Copy all records exactly; omit pictures.

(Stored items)
+ + + + + + +
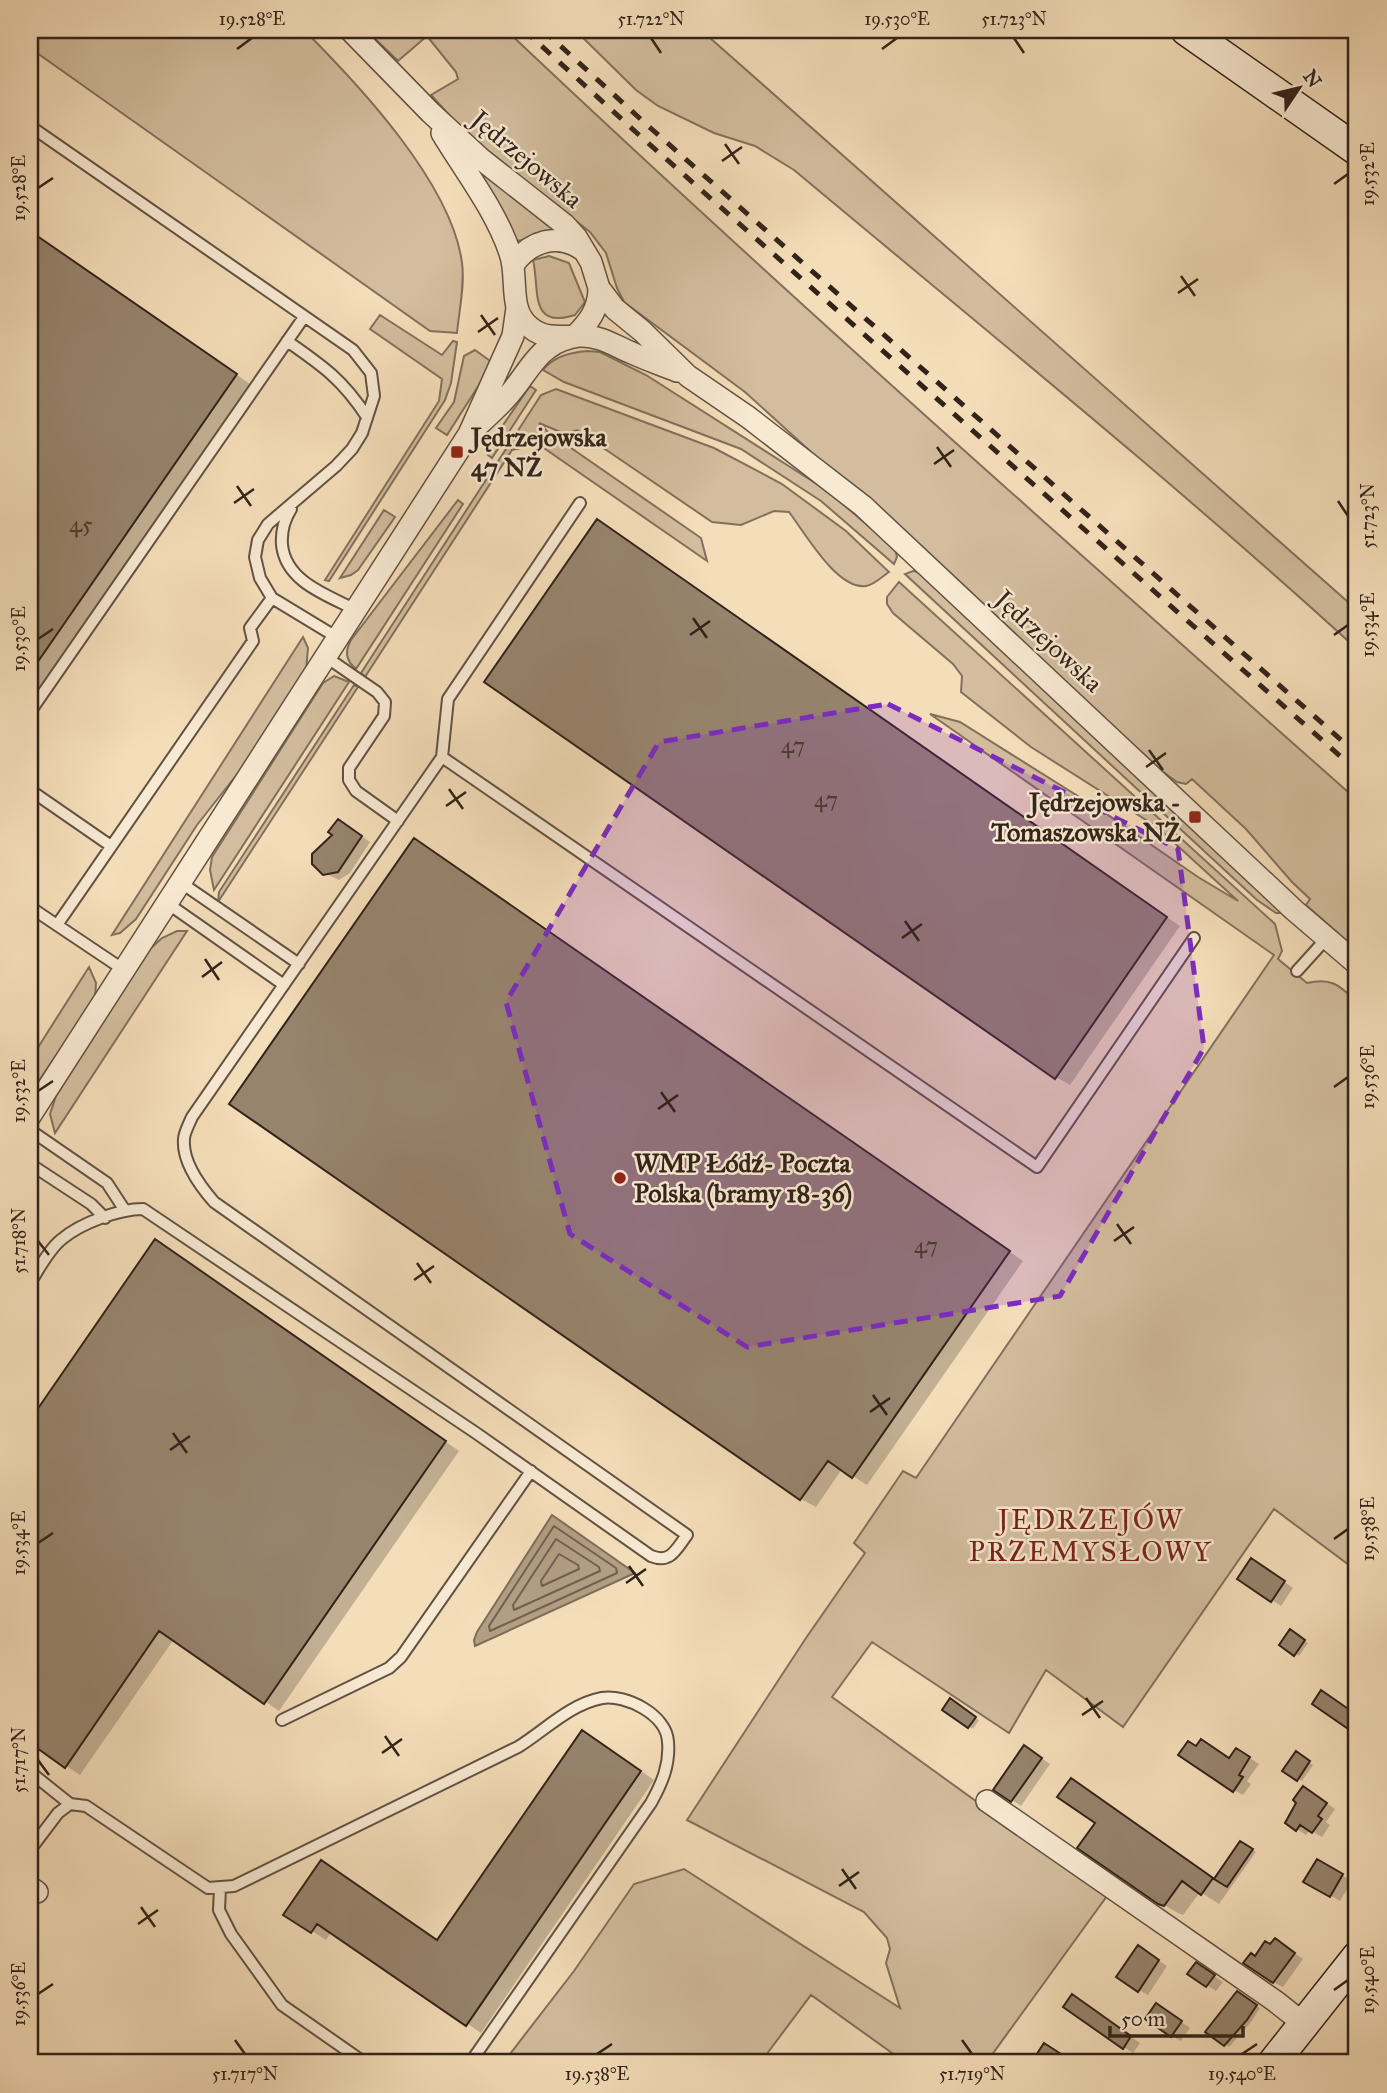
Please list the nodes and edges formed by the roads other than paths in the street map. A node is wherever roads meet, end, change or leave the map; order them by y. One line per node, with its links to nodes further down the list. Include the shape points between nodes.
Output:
1 (350, 30): 3 (street, Jędrzejowska)
2 (1186, 30): 5 (street)
3 (431, 113): 6 (street, Jędrzejowska, via 565,225); 7 (street, Jędrzejowska, via 491,213)
4 (30, 127): 10 (lane)
5 (1357, 150)
6 (584, 250): 7 (street, Jędrzejowska, via 570,242 543,241 527,249); 8 (street, Jędrzejowska)
7 (513, 265): 9 (street, Jędrzejowska)
8 (599, 288): 11 (street, via 593,315); 13 (street, Jędrzejowska, via 615,309)
9 (517, 308): 11 (street, Jędrzejowska, via 524,321 541,334); 15 (street, via 513,336)
10 (304, 317): 12 (lane); 14 (lane, via 353,351 371,373 374,396)
11 (574, 337): 13 (street, Jędrzejowska, via 609,341); 15 (street, via 547,347 508,396)
12 (288, 341): 14 (lane, via 340,380); 22 (lane)
13 (688, 376): 32 (street, Jędrzejowska, via 748,416 863,506)
14 (368, 417): 16 (lane, via 352,449)
15 (469, 434): 19 (street)
16 (297, 500): 18 (lane, via 268,524 258,540 255,556 260,578); 19 (lane, via 281,533 290,569 303,582)
17 (580, 503): 23 (lane, via 448,699)
18 (272, 598): 20 (lane); 26 (lane, via 250,628 253,641)
19 (356, 610): 20 (street)
20 (338, 638): 21 (street)
21 (326, 656): 25 (lane, via 385,702 384,716 349,768 349,780 356,791); 27 (street)
22 (30, 712)
23 (442, 757): 25 (lane); 31 (lane, via 1037,1167)
24 (30, 790): 26 (lane)
25 (398, 821): 33 (lane)
26 (111, 846): 30 (lane)
27 (180, 882): 28 (street); 33 (lane)
28 (167, 903): 35 (street); 37 (lane)
29 (30, 907): 30 (lane)
30 (57, 926): 35 (lane)
31 (1194, 938)
32 (1326, 939): 34 (street, Jędrzejowska); 36 (lane)
33 (299, 964): 37 (lane)
34 (1357, 964)
35 (124, 970): 38 (street)
36 (1297, 971)
37 (284, 985): 44 (lane, via 192,1117 184,1139 199,1184 214,1202 687,1535 672,1557 661,1560 651,1556)
38 (30, 1116)
39 (30, 1130): 41 (lane, via 107,1183)
40 (30, 1164): 42 (lane)
41 (124, 1209): 42 (lane); 44 (lane, via 143,1209)
42 (105, 1218): 43 (lane, via 60,1240)
43 (30, 1283)
44 (531, 1471): 45 (lane, via 401,1657 389,1668)
45 (282, 1720)
46 (30, 1772): 48 (lane)
47 (987, 1801): 52 (street)
48 (70, 1804): 49 (lane, via 58,1812); 50 (lane, via 86,1806 192,1879 208,1888)
49 (30, 1850)
50 (220, 1888): 53 (lane, via 219,1910 231,1934 277,1999); 54 (lane, via 234,1886 518,1747 583,1705 602,1698 642,1706 668,1738 664,1779)
51 (1357, 1957): 52 (street)
52 (1304, 2024): 55 (street)
53 (365, 2063)
54 (470, 2063)
55 (1273, 2063)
+ + + + + + +
- _Response box_:
Please list the nodes and edges formed by the roads other than paths in the street map. A node is wherever roads meet, end, change or leave the map; order them by y. One line per node, with its links to nodes further down the list. Include the shape points between nodes.
Output:
1 (350, 30): 3 (street, Jędrzejowska)
2 (1186, 30): 5 (street)
3 (431, 113): 6 (street, Jędrzejowska, via 565,225); 7 (street, Jędrzejowska, via 491,213)
4 (30, 127): 10 (lane)
5 (1357, 150)
6 (584, 250): 7 (street, Jędrzejowska, via 570,242 543,241 527,249); 8 (street, Jędrzejowska)
7 (513, 265): 9 (street, Jędrzejowska)
8 (599, 288): 11 (street, via 593,315); 13 (street, Jędrzejowska, via 615,309)
9 (517, 308): 11 (street, Jędrzejowska, via 524,321 541,334); 15 (street, via 513,336)
10 (304, 317): 12 (lane); 14 (lane, via 353,351 371,373 374,396)
11 (574, 337): 13 (street, Jędrzejowska, via 609,341); 15 (street, via 547,347 508,396)
12 (288, 341): 14 (lane, via 340,380); 22 (lane)
13 (688, 376): 32 (street, Jędrzejowska, via 748,416 863,506)
14 (368, 417): 16 (lane, via 352,449)
15 (469, 434): 19 (street)
16 (297, 500): 18 (lane, via 268,524 258,540 255,556 260,578); 19 (lane, via 281,533 290,569 303,582)
17 (580, 503): 23 (lane, via 448,699)
18 (272, 598): 20 (lane); 26 (lane, via 250,628 253,641)
19 (356, 610): 20 (street)
20 (338, 638): 21 (street)
21 (326, 656): 25 (lane, via 385,702 384,716 349,768 349,780 356,791); 27 (street)
22 (30, 712)
23 (442, 757): 25 (lane); 31 (lane, via 1037,1167)
24 (30, 790): 26 (lane)
25 (398, 821): 33 (lane)
26 (111, 846): 30 (lane)
27 (180, 882): 28 (street); 33 (lane)
28 (167, 903): 35 (street); 37 (lane)
29 (30, 907): 30 (lane)
30 (57, 926): 35 (lane)
31 (1194, 938)
32 (1326, 939): 34 (street, Jędrzejowska); 36 (lane)
33 (299, 964): 37 (lane)
34 (1357, 964)
35 (124, 970): 38 (street)
36 (1297, 971)
37 (284, 985): 44 (lane, via 192,1117 184,1139 199,1184 214,1202 687,1535 672,1557 661,1560 651,1556)
38 (30, 1116)
39 (30, 1130): 41 (lane, via 107,1183)
40 (30, 1164): 42 (lane)
41 (124, 1209): 42 (lane); 44 (lane, via 143,1209)
42 (105, 1218): 43 (lane, via 60,1240)
43 (30, 1283)
44 (531, 1471): 45 (lane, via 401,1657 389,1668)
45 (282, 1720)
46 (30, 1772): 48 (lane)
47 (987, 1801): 52 (street)
48 (70, 1804): 49 (lane, via 58,1812); 50 (lane, via 86,1806 192,1879 208,1888)
49 (30, 1850)
50 (220, 1888): 53 (lane, via 219,1910 231,1934 277,1999); 54 (lane, via 234,1886 518,1747 583,1705 602,1698 642,1706 668,1738 664,1779)
51 (1357, 1957): 52 (street)
52 (1304, 2024): 55 (street)
53 (365, 2063)
54 (470, 2063)
55 (1273, 2063)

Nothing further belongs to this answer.